Link: http://www.freep.com/apps/pbcs.dll/a...605150403/1014
BY MICHAEL ELLIS - FREE PRESS BUSINESS WRITER
Two UAW officials will go on trial in early June charged with prolonging a nearly 3-month-long strike at General Motors Corp. facilities in Pontiac in 1997 in order to pressure the automaker to hire a family member and a friend.
Donny Douglas, who works with the International UAW as a service representative, and Jay Campbell, the retired UAW Local 594 chairman in Pontiac, are scheduled to go on trial June 1 in a Detroit federal court on charges of conspiracy, extortion and mail fraud.
A third UAW official, retired bargaining committeeman William Coffey, was also charged, but he died in 2003.
Workers at GM's truck plant and truck validation center in Pontiac walked off the job in April 1997 in a dispute over staffing levels.
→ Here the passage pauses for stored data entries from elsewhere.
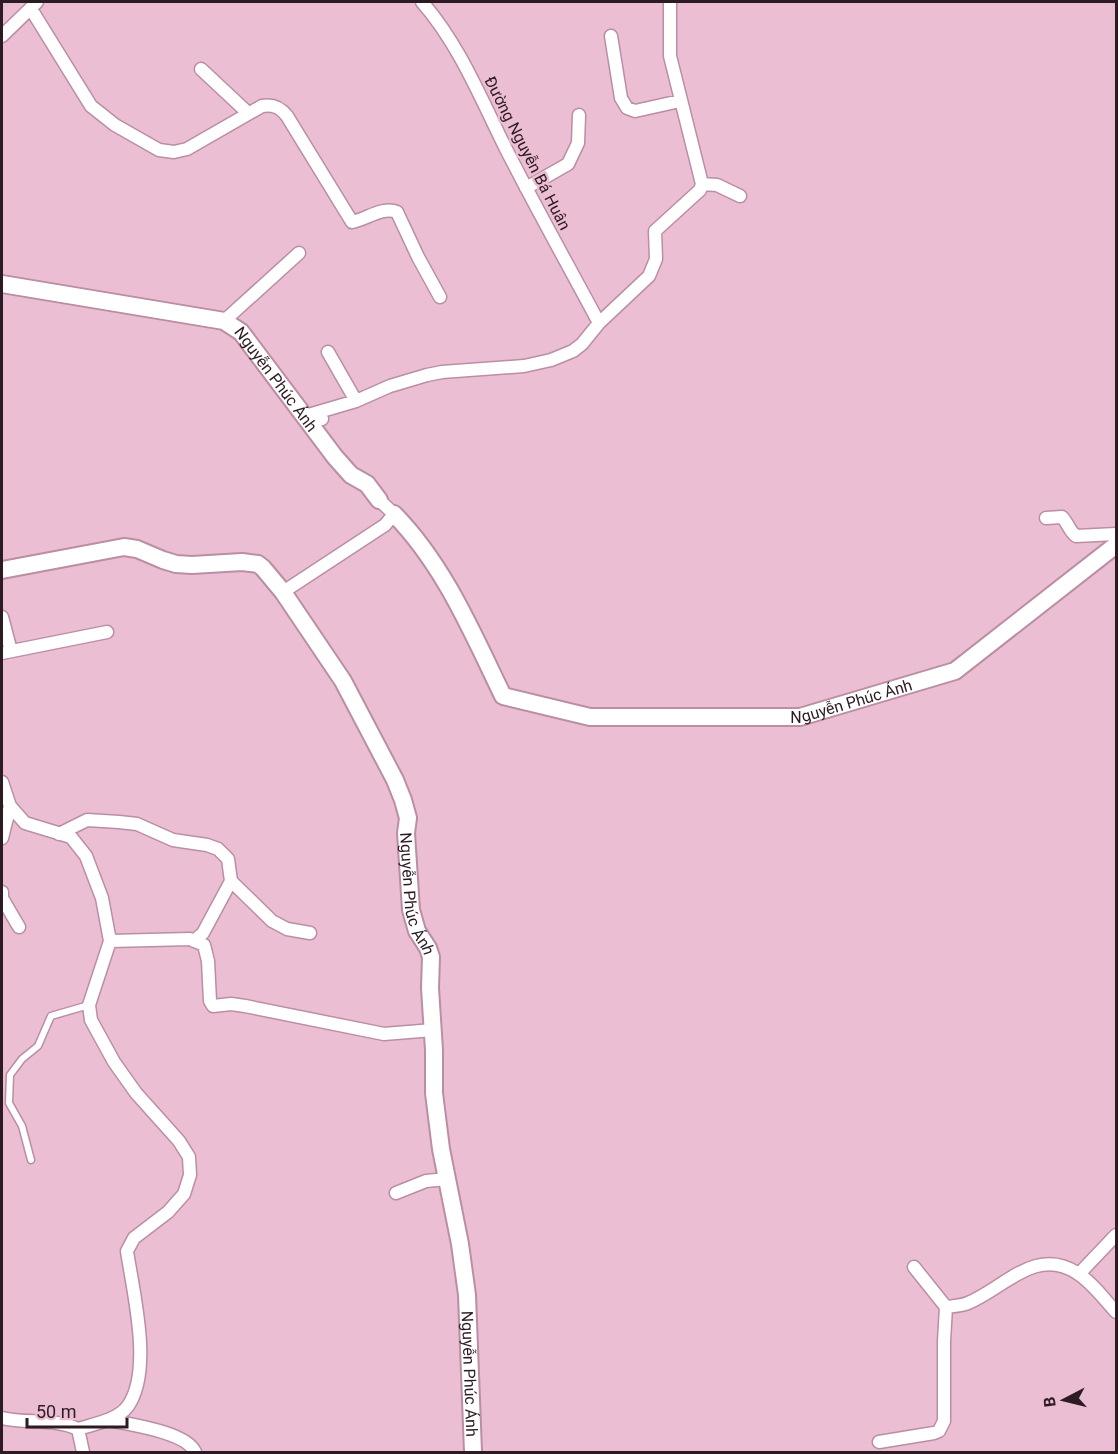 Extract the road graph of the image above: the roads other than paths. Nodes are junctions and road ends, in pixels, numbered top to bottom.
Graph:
1 (422, 2) edge
2 (670, 2) edge
3 (34, 5) edge
4 (2, 36) edge
5 (612, 36) dead end
6 (201, 69) dead end
7 (680, 101) junction
8 (248, 113) junction
9 (579, 115) dead end
10 (702, 184) junction
11 (526, 188) junction
12 (740, 196) dead end
13 (299, 253) dead end
14 (2, 284) edge
15 (440, 297) dead end
16 (224, 321) junction
17 (599, 323) junction
18 (328, 352) dead end
19 (356, 401) junction
20 (305, 416) junction
21 (379, 500) joint
22 (394, 514) junction
23 (1046, 518) dead end
24 (1116, 534) edge
25 (1116, 545) edge
26 (2, 570) edge
27 (283, 592) junction
28 (2, 617) edge
29 (107, 632) dead end
30 (6, 652) edge
31 (2, 782) edge
32 (10, 806) junction
33 (59, 834) junction
34 (2, 838) edge
35 (231, 881) junction
36 (2, 892) edge
37 (19, 927) dead end
38 (310, 933) dead end
39 (194, 940) junction
40 (110, 941) junction
41 (89, 1005) junction
42 (433, 1030) junction
43 (31, 1160) dead end
44 (447, 1179) junction
45 (396, 1193) dead end
46 (1116, 1235) edge
47 (914, 1267) dead end
48 (1079, 1274) junction
49 (946, 1307) junction
50 (1116, 1312) edge
51 (2, 1418) edge
52 (109, 1420) junction
53 (78, 1429) junction
54 (879, 1442) dead end
55 (83, 1452) edge
56 (195, 1452) edge
57 (473, 1452) edge

1 - 11 street, Đường Nguyễn Bá Huân
2 - 7 street
3 - 4 street
3 - 8 street
5 - 7 street
6 - 8 street
7 - 10 street
8 - 15 street
9 - 11 street
10 - 12 street
10 - 17 street
11 - 17 street, Đường Nguyễn Bá Huân
13 - 16 street
14 - 16 street, Nguyễn Phúc Ánh
16 - 20 street, Nguyễn Phúc Ánh
17 - 19 street
18 - 19 street
19 - 20 street
20 - 21 street, Nguyễn Phúc Ánh
21 - 22 street
22 - 25 street, Nguyễn Phúc Ánh
22 - 27 street
23 - 24 street
26 - 27 street, Nguyễn Phúc Ánh
27 - 42 street, Nguyễn Phúc Ánh
28 - 30 street
29 - 30 street
31 - 32 street
32 - 33 street
32 - 34 street
33 - 35 street
33 - 40 street
35 - 38 street
35 - 39 street
36 - 37 street
39 - 40 street
39 - 42 street
40 - 41 street
41 - 43 lane
41 - 52 street
42 - 44 street, Nguyễn Phúc Ánh
44 - 45 street
44 - 57 street, Nguyễn Phúc Ánh
46 - 48 street
47 - 49 street
48 - 49 street
48 - 50 street
49 - 54 street
51 - 53 street
52 - 53 street
52 - 56 street
53 - 55 street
The strike lasted 87 days, making it the longest walkout GM had faced since 1970, and it cost about 5,900 workers between $10,000 and $20,000 each. It also cost GM hundreds of millions of dollars in profits from potential sales of its top-selling pickup trucks.
Prosecutors charged that the three men delayed settling the strike until GM agreed to hire Campbell's son Gordon and Todd Fante, son-in-law of former Local 594 official Clarence Powell, for skilled trades jobs. Neither was qualified for such work, prosecutors said.
Some current and former workers said they are particularly glad to see Douglas go on trial.
"He cost the members of 594. Many lost their cars," said Gene Austin, who served as shop chairman of UAW Local 594 briefly after the strike and is now retired. "It was a terrible time."
Austin and some current workers were angered by rumors that the UAW was planning to give Douglas an award for service to the union. Douglas' lawyer Peter Kelley confirmed the rumor.
The charges followed a 4-year investigation by federal prosecutors into the strike.
The case is unusual because some workers in Pontiac alerted the government.
Dale Garrish, the first worker to contact the government, was one of more than 140 UAW workers who filed a class action lawsuit in August 2000 seeking $550 million in lost wages and damages against the UAW and GM for the strike.